_YOUR INSTRUCTIONS_: The word "dead": in how many lines of the records does it appear? Reply with the number alone.

_SOURCE RECORDS_:
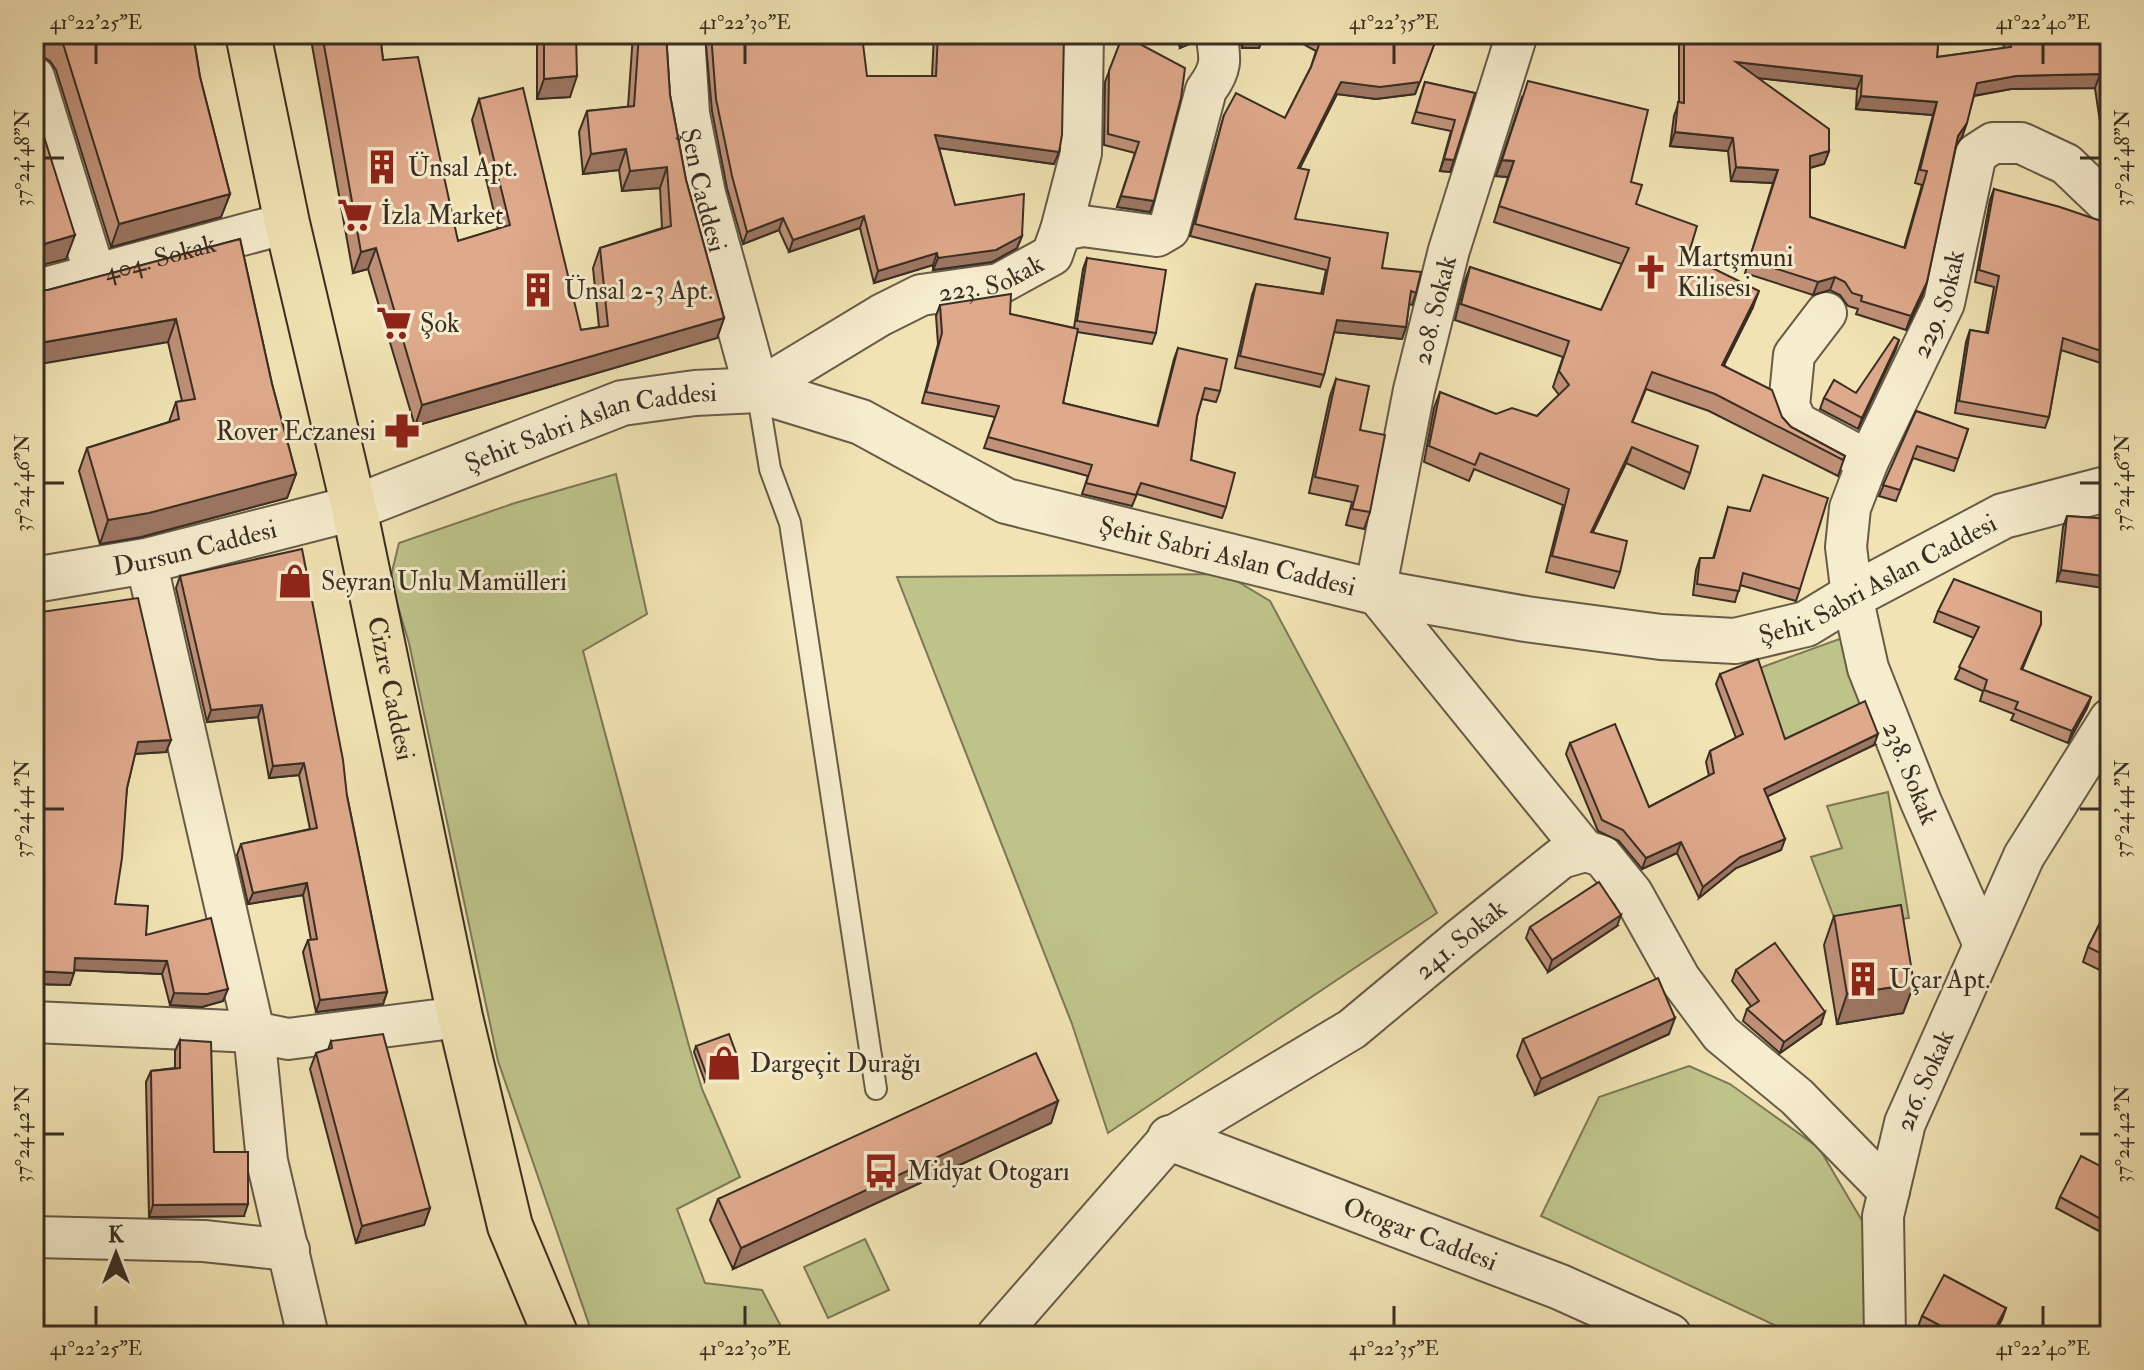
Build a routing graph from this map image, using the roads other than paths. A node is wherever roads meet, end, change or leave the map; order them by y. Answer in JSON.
{"nodes":[{"id":1,"x":248,"y":34,"type":"edge"},
{"id":2,"x":682,"y":34,"type":"edge"},
{"id":3,"x":1083,"y":34,"type":"edge"},
{"id":4,"x":1216,"y":34,"type":"edge"},
{"id":5,"x":1517,"y":34,"type":"edge"},
{"id":6,"x":34,"y":77,"type":"edge"},
{"id":7,"x":2110,"y":206,"type":"edge"},
{"id":8,"x":287,"y":223,"type":"junction"},
{"id":9,"x":1061,"y":230,"type":"junction"},
{"id":10,"x":95,"y":274,"type":"junction"},
{"id":11,"x":34,"y":291,"type":"edge"},
{"id":12,"x":1826,"y":313,"type":"dead end"},
{"id":13,"x":757,"y":390,"type":"junction"},
{"id":14,"x":1868,"y":461,"type":"junction"},
{"id":15,"x":2110,"y":488,"type":"edge"},
{"id":16,"x":354,"y":508,"type":"junction"},
{"id":17,"x":146,"y":561,"type":"junction"},
{"id":18,"x":34,"y":580,"type":"edge"},
{"id":19,"x":1375,"y":592,"type":"junction"},
{"id":20,"x":1852,"y":596,"type":"junction"},
{"id":21,"x":2110,"y":719,"type":"edge"},
{"id":22,"x":1585,"y":851,"type":"junction"},
{"id":23,"x":1984,"y":945,"type":"junction"},
{"id":24,"x":460,"y":1017,"type":"junction"},
{"id":25,"x":34,"y":1022,"type":"edge"},
{"id":26,"x":254,"y":1032,"type":"junction"},
{"id":27,"x":876,"y":1089,"type":"dead end"},
{"id":28,"x":1170,"y":1138,"type":"junction"},
{"id":29,"x":1889,"y":1191,"type":"junction"},
{"id":30,"x":34,"y":1237,"type":"edge"},
{"id":31,"x":289,"y":1250,"type":"junction"},
{"id":32,"x":308,"y":1336,"type":"edge"},
{"id":33,"x":556,"y":1336,"type":"edge"},
{"id":34,"x":997,"y":1336,"type":"edge"},
{"id":35,"x":1669,"y":1336,"type":"edge"},
{"id":36,"x":1885,"y":1336,"type":"edge"}],
"edges":[{"from":1,"to":8,"type":"main road","name":"Cizre Caddesi"},
{"from":2,"to":13,"type":"street","name":"Şen Caddesi"},
{"from":3,"to":9,"type":"street"},
{"from":4,"to":9,"type":"street","name":"223. Sokak"},
{"from":5,"to":19,"type":"street","name":"208. Sokak"},
{"from":6,"to":10,"type":"street"},
{"from":7,"to":14,"type":"street","name":"229. Sokak"},
{"from":8,"to":10,"type":"street","name":"404. Sokak"},
{"from":8,"to":16,"type":"main road","name":"Cizre Caddesi"},
{"from":9,"to":13,"type":"street","name":"223. Sokak"},
{"from":10,"to":11,"type":"street","name":"404. Sokak"},
{"from":12,"to":14,"type":"street"},
{"from":13,"to":16,"type":"street","name":"Şehit Sabri Aslan Caddesi"},
{"from":13,"to":19,"type":"street","name":"Şehit Sabri Aslan Caddesi"},
{"from":13,"to":27,"type":"lane"},
{"from":14,"to":20,"type":"street","name":"229. Sokak"},
{"from":15,"to":20,"type":"street","name":"Şehit Sabri Aslan Caddesi"},
{"from":16,"to":17,"type":"street","name":"Dursun Caddesi"},
{"from":16,"to":24,"type":"main road","name":"Cizre Caddesi"},
{"from":17,"to":18,"type":"street","name":"Dursun Caddesi"},
{"from":17,"to":26,"type":"street"},
{"from":19,"to":20,"type":"street","name":"Şehit Sabri Aslan Caddesi"},
{"from":19,"to":22,"type":"street"},
{"from":20,"to":23,"type":"street","name":"238. Sokak"},
{"from":21,"to":23,"type":"street","name":"216. Sokak"},
{"from":22,"to":28,"type":"street","name":"241. Sokak"},
{"from":22,"to":29,"type":"street"},
{"from":23,"to":29,"type":"street","name":"216. Sokak"},
{"from":24,"to":26,"type":"street"},
{"from":24,"to":33,"type":"main road","name":"Cizre Caddesi"},
{"from":25,"to":26,"type":"street"},
{"from":26,"to":31,"type":"street"},
{"from":28,"to":34,"type":"street","name":"241. Sokak"},
{"from":28,"to":35,"type":"street","name":"Otogar Caddesi"},
{"from":29,"to":36,"type":"street","name":"216. Sokak"},
{"from":30,"to":31,"type":"street"},
{"from":31,"to":32,"type":"street"}]}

_ANSWER BOX_: 2